Un sorriso e L’Eco di Bergamo
Così il «pane è... quotidiano»

Lei i suoi clienti li conosce quasi tutti per nome. Conosce bene le loro piccole grandi richieste quotidiane. Patrizia Rota Biasetti, in via Zambonate a Bergamo, si è inventata una nuova iniziativa: si chiama «Pane quotidiano».

Lei i suoi clienti li conosce quasi tutti per nome. Conosce bene le loro piccole grandi richieste quotidiane, tra pane morbido o croccante, il latte fresco, i ravioli di magro il venerdì.

Un microcosmo di rione quello di via Zambonate, che vive di acciacchi e chiacchiere, davanti al pane fresco che Patrizia Rota Biasetti tira fuori dal forno alle 2,30 del mattino, insieme al papà Giovanni. Fa la panettiera Patrizia, 27 anni, fisico asciutto e le braccia muscolose di una che le ceste cariche di baguette se le sposta da sola, dal laboratorio di famiglia a Brembate Sopra fino a Bergamo, dove un anno e mezzo fa ha aperto la sua forneria.

Con una novità fresca fresca, proprio come il pane che vende tutti i giorni, anche la domenica: per tutto il mese di giugno a coloro che spenderanno almeno 10 euro nel suo panificio regalerà una copia de L’Eco di Bergamo. Un’idea che ha chiamato «Pane quotidiano», perchè le piace dare vita a progetti, creare un circolo virtuoso nel quartiere dove lavora.

«Una piccola cosa, un mondo per stare più a contatto con la gente – racconta lei, con le mani che profumano di farina e la testa che frulla pensieri –. Già lo scorso anno avevo offerto il caffè, sempre all’insegna della quotidianità, poi mi son detta che il giornale è il messaggio più quotidiano che esista, insieme al pane. Ho pensato a L’Eco, perché è il quotidiano della nostra città, è la nostra storia e racconta la nostra vita».
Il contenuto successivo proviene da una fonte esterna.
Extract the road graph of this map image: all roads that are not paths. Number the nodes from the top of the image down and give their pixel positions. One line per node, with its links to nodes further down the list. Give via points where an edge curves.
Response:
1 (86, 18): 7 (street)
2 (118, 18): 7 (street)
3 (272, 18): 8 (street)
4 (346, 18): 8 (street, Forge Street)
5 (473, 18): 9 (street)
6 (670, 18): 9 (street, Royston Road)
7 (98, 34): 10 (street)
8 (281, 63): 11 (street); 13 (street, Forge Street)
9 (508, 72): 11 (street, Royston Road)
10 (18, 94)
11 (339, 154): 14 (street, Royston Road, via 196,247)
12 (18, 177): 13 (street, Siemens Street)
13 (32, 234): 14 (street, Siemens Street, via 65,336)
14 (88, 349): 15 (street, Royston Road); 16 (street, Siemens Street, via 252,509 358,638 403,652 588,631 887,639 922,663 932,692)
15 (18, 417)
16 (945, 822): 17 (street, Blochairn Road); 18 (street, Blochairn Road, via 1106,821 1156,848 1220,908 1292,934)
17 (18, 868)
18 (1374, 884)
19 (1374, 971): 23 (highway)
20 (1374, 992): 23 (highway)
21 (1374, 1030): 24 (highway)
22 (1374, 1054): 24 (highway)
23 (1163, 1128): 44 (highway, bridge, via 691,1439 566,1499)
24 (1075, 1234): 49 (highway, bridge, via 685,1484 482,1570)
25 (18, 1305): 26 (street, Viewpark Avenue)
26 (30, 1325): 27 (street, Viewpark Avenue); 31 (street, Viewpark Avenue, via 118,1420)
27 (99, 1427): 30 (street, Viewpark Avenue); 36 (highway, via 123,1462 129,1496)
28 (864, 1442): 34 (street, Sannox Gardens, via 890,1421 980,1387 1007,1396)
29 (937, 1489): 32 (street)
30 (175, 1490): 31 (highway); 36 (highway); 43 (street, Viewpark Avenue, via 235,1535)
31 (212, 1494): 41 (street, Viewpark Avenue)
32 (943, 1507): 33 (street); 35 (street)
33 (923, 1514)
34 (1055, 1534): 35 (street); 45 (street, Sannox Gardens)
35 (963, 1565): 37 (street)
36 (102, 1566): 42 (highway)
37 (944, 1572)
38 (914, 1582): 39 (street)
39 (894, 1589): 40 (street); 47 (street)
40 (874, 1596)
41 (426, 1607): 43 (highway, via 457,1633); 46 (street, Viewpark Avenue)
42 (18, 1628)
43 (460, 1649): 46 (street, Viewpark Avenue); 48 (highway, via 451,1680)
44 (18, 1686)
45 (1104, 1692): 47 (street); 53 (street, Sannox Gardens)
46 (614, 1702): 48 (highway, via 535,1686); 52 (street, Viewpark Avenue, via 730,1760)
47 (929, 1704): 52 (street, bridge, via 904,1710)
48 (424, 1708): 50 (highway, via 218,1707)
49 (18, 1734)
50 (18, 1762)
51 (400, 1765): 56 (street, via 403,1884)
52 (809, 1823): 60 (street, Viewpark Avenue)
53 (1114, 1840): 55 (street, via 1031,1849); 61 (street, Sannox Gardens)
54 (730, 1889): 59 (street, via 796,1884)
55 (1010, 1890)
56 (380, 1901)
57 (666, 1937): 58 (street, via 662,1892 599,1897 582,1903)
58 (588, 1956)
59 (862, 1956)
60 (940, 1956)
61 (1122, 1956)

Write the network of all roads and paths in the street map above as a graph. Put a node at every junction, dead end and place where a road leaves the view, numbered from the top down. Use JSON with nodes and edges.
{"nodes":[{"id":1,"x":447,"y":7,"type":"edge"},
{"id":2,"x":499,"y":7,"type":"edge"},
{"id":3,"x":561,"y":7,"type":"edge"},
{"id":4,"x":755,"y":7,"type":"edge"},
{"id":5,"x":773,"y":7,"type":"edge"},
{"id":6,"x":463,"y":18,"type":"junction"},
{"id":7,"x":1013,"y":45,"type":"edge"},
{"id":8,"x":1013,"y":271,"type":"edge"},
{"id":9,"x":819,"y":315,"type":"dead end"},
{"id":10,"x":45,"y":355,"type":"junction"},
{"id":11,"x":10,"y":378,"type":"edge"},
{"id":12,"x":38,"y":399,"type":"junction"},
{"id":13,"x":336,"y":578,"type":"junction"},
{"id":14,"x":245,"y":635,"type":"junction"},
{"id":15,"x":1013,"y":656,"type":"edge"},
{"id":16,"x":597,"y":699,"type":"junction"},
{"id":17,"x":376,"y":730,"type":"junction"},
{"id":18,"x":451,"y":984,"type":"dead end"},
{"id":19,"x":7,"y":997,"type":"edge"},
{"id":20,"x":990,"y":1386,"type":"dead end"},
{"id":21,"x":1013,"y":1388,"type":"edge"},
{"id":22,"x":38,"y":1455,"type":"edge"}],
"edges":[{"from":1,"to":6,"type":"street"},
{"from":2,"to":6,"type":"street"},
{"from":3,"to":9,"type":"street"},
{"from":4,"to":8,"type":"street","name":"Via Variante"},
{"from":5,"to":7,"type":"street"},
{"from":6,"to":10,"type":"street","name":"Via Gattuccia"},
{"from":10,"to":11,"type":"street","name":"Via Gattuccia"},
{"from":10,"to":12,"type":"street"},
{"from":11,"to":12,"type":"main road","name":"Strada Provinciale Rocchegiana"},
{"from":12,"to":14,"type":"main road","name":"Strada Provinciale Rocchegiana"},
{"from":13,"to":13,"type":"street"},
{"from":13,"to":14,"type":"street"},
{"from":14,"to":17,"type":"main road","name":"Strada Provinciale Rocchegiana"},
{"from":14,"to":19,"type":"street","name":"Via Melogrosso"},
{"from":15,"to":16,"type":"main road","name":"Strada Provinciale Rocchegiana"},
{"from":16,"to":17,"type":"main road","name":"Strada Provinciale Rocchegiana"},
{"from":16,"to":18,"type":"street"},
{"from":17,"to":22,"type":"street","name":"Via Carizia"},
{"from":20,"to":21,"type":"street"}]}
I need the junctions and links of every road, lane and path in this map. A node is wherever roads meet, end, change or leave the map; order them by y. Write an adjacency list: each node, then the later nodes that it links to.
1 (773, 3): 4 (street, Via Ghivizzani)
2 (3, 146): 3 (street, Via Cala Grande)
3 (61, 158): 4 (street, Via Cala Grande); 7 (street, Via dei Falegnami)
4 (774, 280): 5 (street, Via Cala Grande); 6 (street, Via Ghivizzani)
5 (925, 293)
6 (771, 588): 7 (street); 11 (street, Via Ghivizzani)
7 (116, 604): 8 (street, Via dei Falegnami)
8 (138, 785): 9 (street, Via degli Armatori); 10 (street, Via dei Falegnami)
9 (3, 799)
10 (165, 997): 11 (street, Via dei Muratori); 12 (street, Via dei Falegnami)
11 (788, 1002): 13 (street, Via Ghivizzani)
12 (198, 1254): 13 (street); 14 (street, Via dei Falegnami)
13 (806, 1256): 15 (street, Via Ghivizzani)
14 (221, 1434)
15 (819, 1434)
E così, per trenta giorni, L’Eco lo paga Patrizia a chi compra pane, pizza e biscotti: «Darò un buono per ritirare la copia all’edicola di Roberto Lecchi, qui di fronte». Anche perché tra commercianti ci si aiuta: «Ci credo fermamente: alle idee che bisogna crearsi, alle iniziative che fanno felice la gente. Piccoli gesti in una via come la nostra che ha un gran bisogno di crescere e portare avanti progetti».

Lei se ne inventa, di cose: fiori per la festa della mamma, un cuore di gesso per celebrare la donna, gnocchi a forma di cuore a San Valentino, prima il caffè e ora il pane. «Per un mese, poi si vedrà» dice, ma la verità è che poi Patrizia, a luglio, si sposa con un palermitano che lavora a Bolzano.

E dopo il matrimonio, ha già un altro sogno: «Il laboratorio ora è a Brembate, dove mio padre ha una panetteria: con lui inizio alle 2,30, poi carico il furgoncino e porto tutto in negozio: alle 7 ho già alzato la saracinesca. Ma vorrei aprire un laboratorio qui, accanto al negozio, magari con due tavolini, come le brasserie francesi. Penso in grande, penso a una città che spero i nuovi amministratori prendano in mano: c’è bisogno di progetti, ma anche di sogni in cui credere».

Lei fin da bambina voleva fare il pane: «Mio padre aveva un piccolo laboratorio negli anni Settanta, poi aprì un minimarket, ma la concorrenza dei supermarket l’ha riportato a fare il pane. Io ho imparato da lui, il mio più grande maestro di vita». Tutta la famiglia si rimbocca le maniche: la mamma nel forno di Brembate Sopra, la sorella Pamela è con Patrizia a Bergamo: «Siamo donne con pochi grilli per la testa. Quanto a me, credo nel rapporto con il prossimo, che ha voglia di pane ma anche di una parola gentile: un sorriso in più è alla base di un lavoro come il mio».